For girls with ADHD, impulsivity, inattentiveness and executive function deficits may persist and become problematic. Overwhelmed by demands for organization, planning and time management, many girls with ADHD will begin to struggle in middle school, feel overwhelmed in high school, and no longer be able to compensate for their ADHD by the time they reach college. Anxiety and internal distress may result from their inability to keep up with the increasing demands placed on them. This may lead to decreased feelings of self-esteem, isolation, and even depression. According to Dr. Quinn, 60% of the anxiety and depressive symptoms experienced by these girls are reduced significantly when their ADHD is treated.

ADHD For Everyone!

So ADHD is not just for the boys. And it’s not just for the girls. It turns out it may be for us adults too! The drug companies have been aggressively pushing adults to consider if they too might benefit from an ADHD medication. I remember in 2005 when a professional colleague and friend in his late 30s told me he had recently been diagnosed with ADHD and was given a prescription for one of the stimulant medications. He hoped that the meds would help him function better at work and in his social life.

I was taken aback. How exactly are we defining high functioning? And what constitutes the diagnostic criteria: "clear evidence of clinically significant impairment in social, academic, or occupational functioning?" Are we putting too much trust in the pharmaceutical companies who are marketing their products aggressively to an uninformed public? Has the medical community cast its net too wide with its diagnostic criteria for ADHD? Are doctors too eager to prescribe the meds and insurance companies too eager to reimburse for this diagnosis? Or are we creating more diagnoses by simply demanding more of our children and ourselves?
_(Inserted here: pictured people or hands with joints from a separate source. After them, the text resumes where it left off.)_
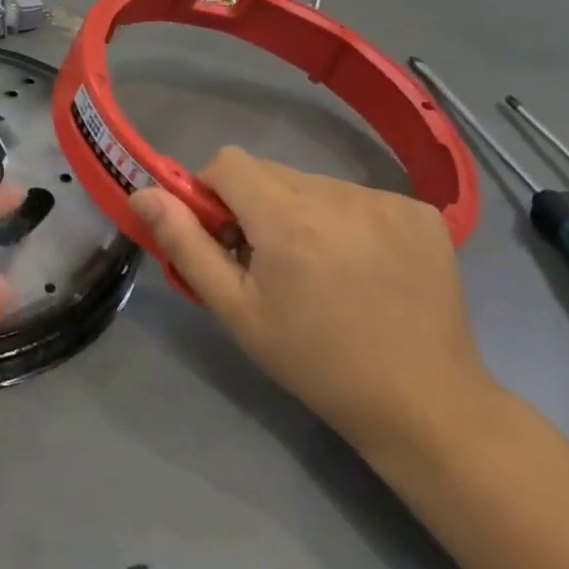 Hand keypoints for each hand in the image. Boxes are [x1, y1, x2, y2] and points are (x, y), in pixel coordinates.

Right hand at [130, 147, 499, 459]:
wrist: (425, 405)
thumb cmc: (315, 362)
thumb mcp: (236, 310)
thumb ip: (185, 244)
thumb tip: (143, 192)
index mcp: (288, 218)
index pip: (228, 162)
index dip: (213, 192)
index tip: (223, 238)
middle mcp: (338, 195)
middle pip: (270, 173)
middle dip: (255, 206)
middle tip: (268, 263)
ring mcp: (387, 200)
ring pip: (313, 184)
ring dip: (300, 213)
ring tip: (320, 271)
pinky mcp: (421, 213)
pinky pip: (358, 197)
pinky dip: (346, 221)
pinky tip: (362, 267) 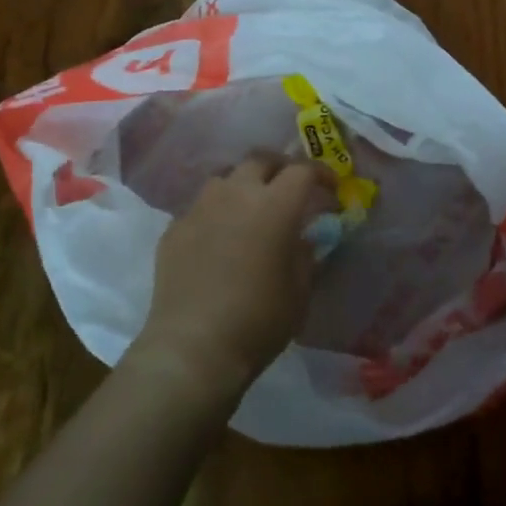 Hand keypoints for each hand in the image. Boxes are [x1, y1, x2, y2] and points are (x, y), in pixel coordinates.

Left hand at [126, 154, 331, 408]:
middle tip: (288, 187)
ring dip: (242, 184)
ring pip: (225, 177)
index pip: (302, 171)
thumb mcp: (299, 292)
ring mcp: (200, 207)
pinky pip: (200, 206)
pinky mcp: (175, 227)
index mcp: (274, 205)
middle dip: (279, 168)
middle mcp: (236, 193)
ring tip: (249, 207)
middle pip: (260, 160)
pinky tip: (217, 237)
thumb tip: (305, 238)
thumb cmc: (258, 320)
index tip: (330, 188)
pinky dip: (215, 212)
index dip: (320, 174)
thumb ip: (306, 255)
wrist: (193, 346) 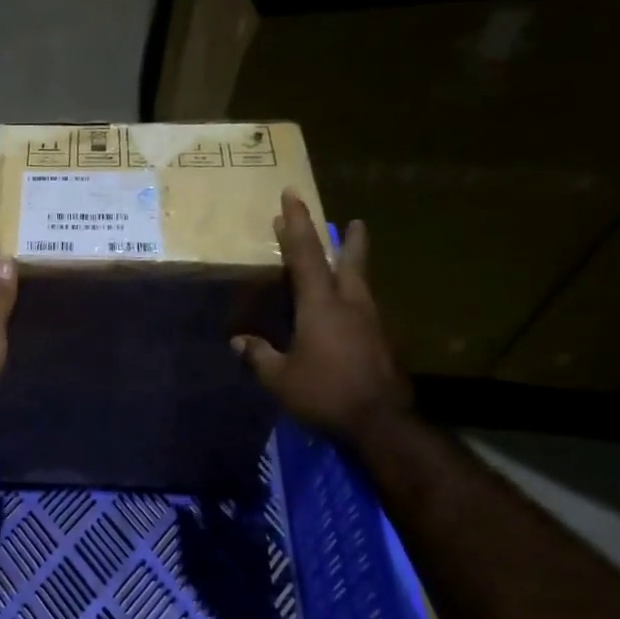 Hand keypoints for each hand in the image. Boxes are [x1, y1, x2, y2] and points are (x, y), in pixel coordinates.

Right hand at [233, 191, 410, 440]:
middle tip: (351, 220)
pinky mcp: (381, 341)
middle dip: (343, 239)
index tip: (291, 197)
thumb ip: (259, 356)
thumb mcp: (280, 378)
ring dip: (353, 265)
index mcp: (321, 305)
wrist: (379, 421)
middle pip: (347, 261)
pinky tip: (348, 309)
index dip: (296, 225)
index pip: (304, 255)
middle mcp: (349, 304)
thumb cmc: (324, 392)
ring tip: (351, 256)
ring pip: (360, 283)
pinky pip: (364, 308)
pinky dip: (353, 297)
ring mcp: (370, 322)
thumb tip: (238, 342) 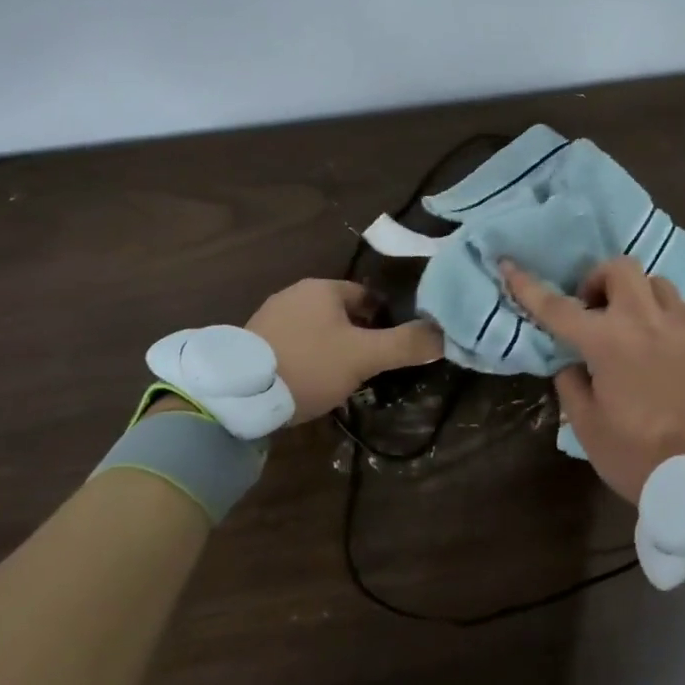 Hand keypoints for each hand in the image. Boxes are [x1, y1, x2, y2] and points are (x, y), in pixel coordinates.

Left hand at [246, 279, 442, 423]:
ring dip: (331, 348)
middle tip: (371, 366)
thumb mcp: (364, 357)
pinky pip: (293, 344)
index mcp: (322, 288)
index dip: (385, 320)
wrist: (239, 396)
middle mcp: (295, 293)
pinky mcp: (252, 342)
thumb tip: (445, 335)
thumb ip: (405, 345)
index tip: (393, 346)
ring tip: (342, 379)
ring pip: (316, 329)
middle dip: (358, 336)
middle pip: (341, 312)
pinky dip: (306, 358)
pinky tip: (309, 383)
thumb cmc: (309, 365)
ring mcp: (270, 316)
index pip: (367, 296)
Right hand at [502, 256, 684, 503]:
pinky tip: (660, 340)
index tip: (509, 265)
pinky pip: (683, 308)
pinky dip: (663, 313)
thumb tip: (572, 362)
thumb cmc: (638, 457)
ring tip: (628, 325)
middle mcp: (646, 322)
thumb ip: (572, 384)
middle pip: (620, 269)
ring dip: (634, 294)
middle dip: (597, 279)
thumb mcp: (588, 426)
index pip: (558, 307)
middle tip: (591, 310)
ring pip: (656, 282)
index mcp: (608, 342)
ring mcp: (682, 328)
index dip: (528, 286) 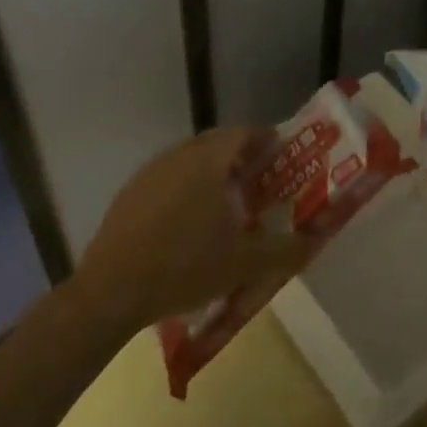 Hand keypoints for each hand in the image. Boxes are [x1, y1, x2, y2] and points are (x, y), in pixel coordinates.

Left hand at [75, 127, 314, 329]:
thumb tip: (316, 240)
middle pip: (218, 143)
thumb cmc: (185, 267)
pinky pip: (168, 178)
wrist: (109, 294)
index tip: (282, 157)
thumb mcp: (244, 264)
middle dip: (242, 156)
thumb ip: (286, 249)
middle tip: (261, 181)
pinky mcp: (129, 194)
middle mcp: (179, 155)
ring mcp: (149, 172)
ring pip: (191, 160)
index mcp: (209, 160)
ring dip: (212, 172)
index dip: (267, 140)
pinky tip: (189, 222)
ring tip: (228, 202)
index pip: (245, 132)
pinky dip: (186, 188) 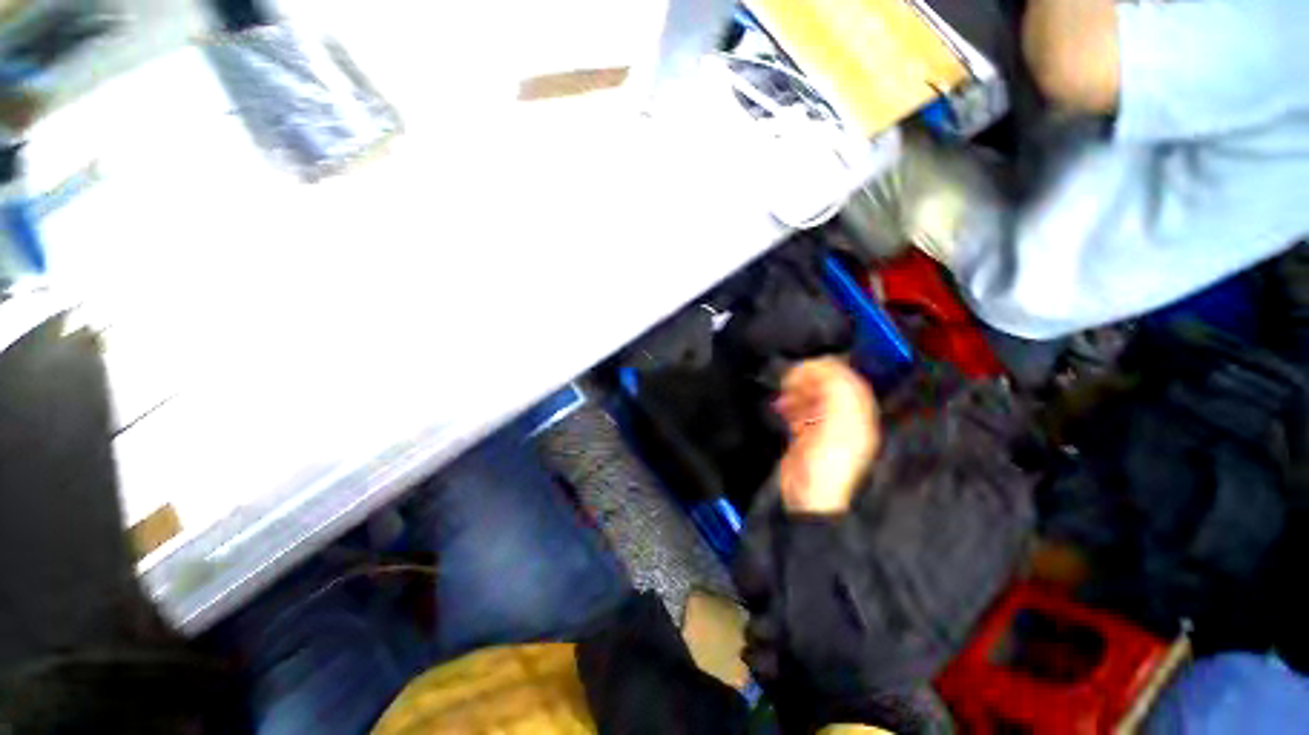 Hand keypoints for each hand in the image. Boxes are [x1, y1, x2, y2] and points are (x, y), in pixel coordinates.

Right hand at [774, 358, 879, 514]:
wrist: (807, 497)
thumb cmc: (826, 468)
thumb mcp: (838, 423)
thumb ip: (836, 392)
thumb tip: (826, 367)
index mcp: (857, 414)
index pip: (846, 379)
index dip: (826, 368)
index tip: (806, 365)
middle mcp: (844, 419)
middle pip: (828, 386)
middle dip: (808, 379)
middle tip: (791, 378)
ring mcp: (825, 428)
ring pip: (812, 397)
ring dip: (797, 391)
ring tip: (786, 392)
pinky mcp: (807, 436)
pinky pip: (800, 411)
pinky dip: (791, 405)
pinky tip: (784, 408) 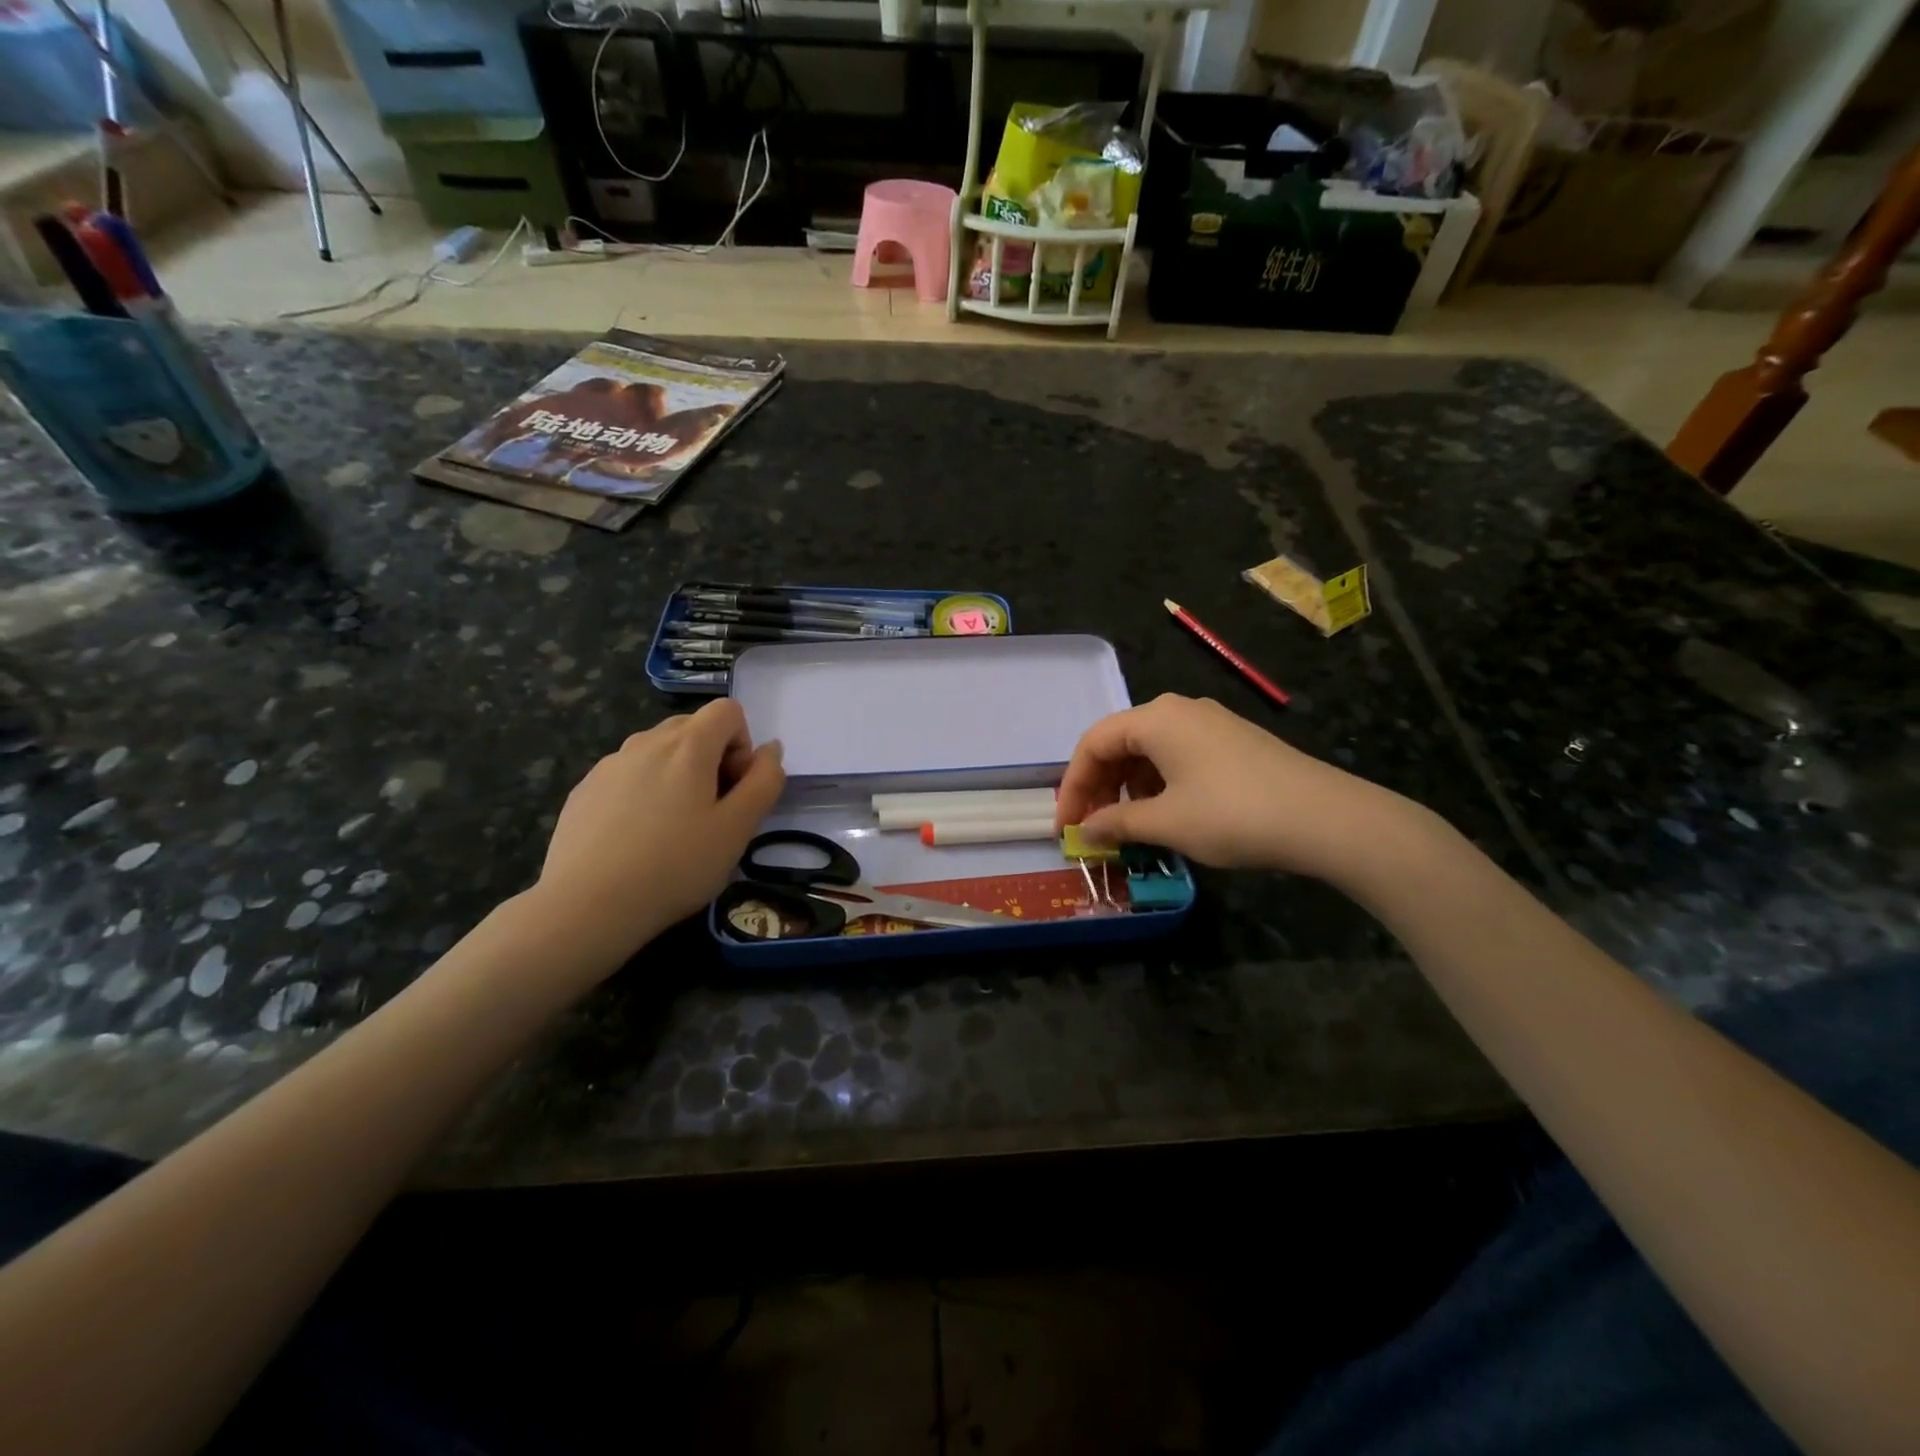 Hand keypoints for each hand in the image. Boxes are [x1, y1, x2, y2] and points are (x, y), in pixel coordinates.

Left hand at [534, 699, 784, 961]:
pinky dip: (643, 792)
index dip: (742, 745)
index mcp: (688, 745)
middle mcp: (646, 742)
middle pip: (692, 727)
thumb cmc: (676, 865)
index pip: (728, 711)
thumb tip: (770, 750)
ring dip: (677, 774)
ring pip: (658, 751)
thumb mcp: (738, 828)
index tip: (734, 789)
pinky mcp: (585, 790)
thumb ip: (765, 781)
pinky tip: (636, 839)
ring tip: (672, 829)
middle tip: (710, 812)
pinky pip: (628, 774)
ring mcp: (610, 764)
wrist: (587, 905)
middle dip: (711, 758)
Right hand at [1053, 694, 1413, 880]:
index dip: (1073, 787)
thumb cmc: (1233, 815)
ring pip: (1150, 750)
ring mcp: (1211, 723)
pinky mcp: (1234, 742)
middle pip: (1120, 743)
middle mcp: (1179, 710)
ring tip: (1130, 827)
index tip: (1066, 828)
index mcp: (1156, 718)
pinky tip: (1168, 815)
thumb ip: (1117, 823)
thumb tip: (1086, 831)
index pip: (1093, 744)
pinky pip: (1178, 756)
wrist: (1327, 818)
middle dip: (1100, 787)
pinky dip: (1159, 784)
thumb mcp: (1167, 823)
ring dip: (1129, 788)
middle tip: (1094, 829)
In my line of work I get to work with many students who have received an ADHD diagnosis. Though the DSM IV TR (Diagnostic and Statistical Manual of Mental Disorders; fourth edition, text-revisited) notes the prevalence of Attention-Deficit/Hyperactivity Disorder at 3-7% of school-age children, of the students I've worked with since 2001, I'd estimate 20% of my students have come to me with an ADHD diagnosis. One of my tutors mentioned that every student she has worked with this year has been diagnosed with ADHD. Some of my students resist the ADHD label and want no accommodations for their “disorder” while others heartily identify with it. I remember as a camp counselor and unit-head, hearing my campers competing with each other, comparing their dosages of Adderall, Concerta and Ritalin. Who’s the king of the ADHD? Who wants the title?

The Wrap-up

However we conceptualize attention deficits, and no matter our political stance towards the increasing diagnosis of ADHD, as educators, we must find ways to serve all of our students—male and female, attentionally endowed and attentionally challenged—and help them improve their own academic outcomes.

For those students who are struggling with attentional issues (and for some students this is very real, and can even be debilitating) we must help them find strategies to self-regulate their focus and attention. If we explain to children how their brain systems function—how their attention, memory, and motivation systems actually operate—I feel like we can set these students up with information that will help them help themselves. And as educators, let’s work to stimulate as much dopamine as possible in the classroom through engaging lesson plans, intrinsically motivating tasks, more choice, more challenge, more predictions and more stimulation for our students. Now that we know more about how the brain works, let’s use that information to better serve our students and help them become better learners.